[fitsbits] 'Dataset Identifications' postings (digest)

Tue Mar 23 03:47:23 EST 2004

On 16 Mar 2004, Don Wells wrote a digest :

> From: Thomas McGlynn <tam at lheapop.gsfc.nasa.gov>

> There is an effort underway at several of the NASA archives to provide
> a standard dataset identifier for data that can be retrieved from the
> archives.  The initial motivation is that when authors publish [...]

motivation understood and agreed

> The keyword 'DS_IDENT' has been suggested. Does anyone have objections
> to this or do they know of systems that already use this keyword?

I believe this or any other unused name is fine

------------------------------------------------------------------------
> From: seaman at noao.edu (Rob Seaman)

> NOAO (through "Save the bits") has three or four million discrete FITS
> images packaged up into MEF files for purposes of efficient and easy
> handling.  On the other hand, HEASARC's usage supplies an example
> involving one dataset that contains several files.
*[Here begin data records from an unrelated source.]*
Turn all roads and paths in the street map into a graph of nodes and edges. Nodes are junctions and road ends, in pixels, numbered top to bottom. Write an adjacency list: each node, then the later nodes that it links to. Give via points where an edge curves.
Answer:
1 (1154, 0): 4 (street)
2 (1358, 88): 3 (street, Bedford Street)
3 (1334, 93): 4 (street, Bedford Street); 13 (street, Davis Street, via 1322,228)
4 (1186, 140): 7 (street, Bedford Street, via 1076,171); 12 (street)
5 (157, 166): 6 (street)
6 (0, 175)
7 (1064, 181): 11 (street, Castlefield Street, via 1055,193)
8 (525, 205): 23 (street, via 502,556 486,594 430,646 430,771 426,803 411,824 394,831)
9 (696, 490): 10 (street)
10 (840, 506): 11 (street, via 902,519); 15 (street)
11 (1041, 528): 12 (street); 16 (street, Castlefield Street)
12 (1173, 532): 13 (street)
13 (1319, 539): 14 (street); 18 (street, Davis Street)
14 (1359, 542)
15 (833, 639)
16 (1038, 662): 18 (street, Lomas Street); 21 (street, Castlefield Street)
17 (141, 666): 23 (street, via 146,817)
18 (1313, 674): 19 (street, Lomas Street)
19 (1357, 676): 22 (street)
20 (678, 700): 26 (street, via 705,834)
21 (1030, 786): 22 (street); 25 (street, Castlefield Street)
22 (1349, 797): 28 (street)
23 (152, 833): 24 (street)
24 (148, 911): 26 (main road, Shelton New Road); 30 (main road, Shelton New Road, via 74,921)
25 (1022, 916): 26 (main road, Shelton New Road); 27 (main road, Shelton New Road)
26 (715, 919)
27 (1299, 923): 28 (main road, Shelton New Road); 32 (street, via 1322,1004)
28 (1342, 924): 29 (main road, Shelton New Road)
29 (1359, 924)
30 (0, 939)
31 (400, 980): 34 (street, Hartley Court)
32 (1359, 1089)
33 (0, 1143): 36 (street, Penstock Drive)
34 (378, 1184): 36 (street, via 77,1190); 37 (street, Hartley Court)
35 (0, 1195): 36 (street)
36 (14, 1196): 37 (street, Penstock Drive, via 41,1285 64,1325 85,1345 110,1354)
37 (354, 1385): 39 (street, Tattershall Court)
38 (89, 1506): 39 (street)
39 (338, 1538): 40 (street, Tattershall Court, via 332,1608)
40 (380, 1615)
  would the former be "one file 'originally from' many datasets but now
  actually a new dataset on its own" ? While the latter seems more
  familiar to me. But I can imagine another case, i.e. data retrieved
  from a site with a database and containing part of a catalog.

> Personally, I think before we reserve "DS_IDENT" or any other keyword
> for the purpose of identifying datasets, we should define the concept
> of a "dataset".

Yes I think so.

Let me say what is my *understanding* of a "dataset" (which does not mean
it's something I propose as THE definition !) based on some past
experiences.

In the case of an X-ray satellite, typically one has a unit like an
observing proposal [A], which includes one or more pointings. The pointing
[B] occurs in a given time interval, and may involve SIMULTANEOUS
observations by more than one instrument [C]. For each instrument the
overall time may be divided in consecutive time intervals [D] in which a
given instrument configuration is used.  There may be many different
telemetry packet streams generated during each interval [D], roughly
speaking many different files ... not even FITS files.

At some stage they might be transformed in a group of many different (FITS
?) files, which will be kept together as a dataset.

Just to make some examples, for the long forlorn Exosat satellite, the
observer was receiving an half-inch tape called a FOT. There was one
logical FOT (maybe spanning several volumes) for each [A][B] combination,
where [B] was called the Observing Period (OP) and [D] were called
"observations". There were many (non-FITS) files for each [C][D]
combination, but I would call the FOT itself as "the dataset".  I don't
remember if they originally had an identifier other than the name of the
target and the date. I heard that ESTEC much later had plans to finally
re-archive as FITS event lists, however I haven't followed this.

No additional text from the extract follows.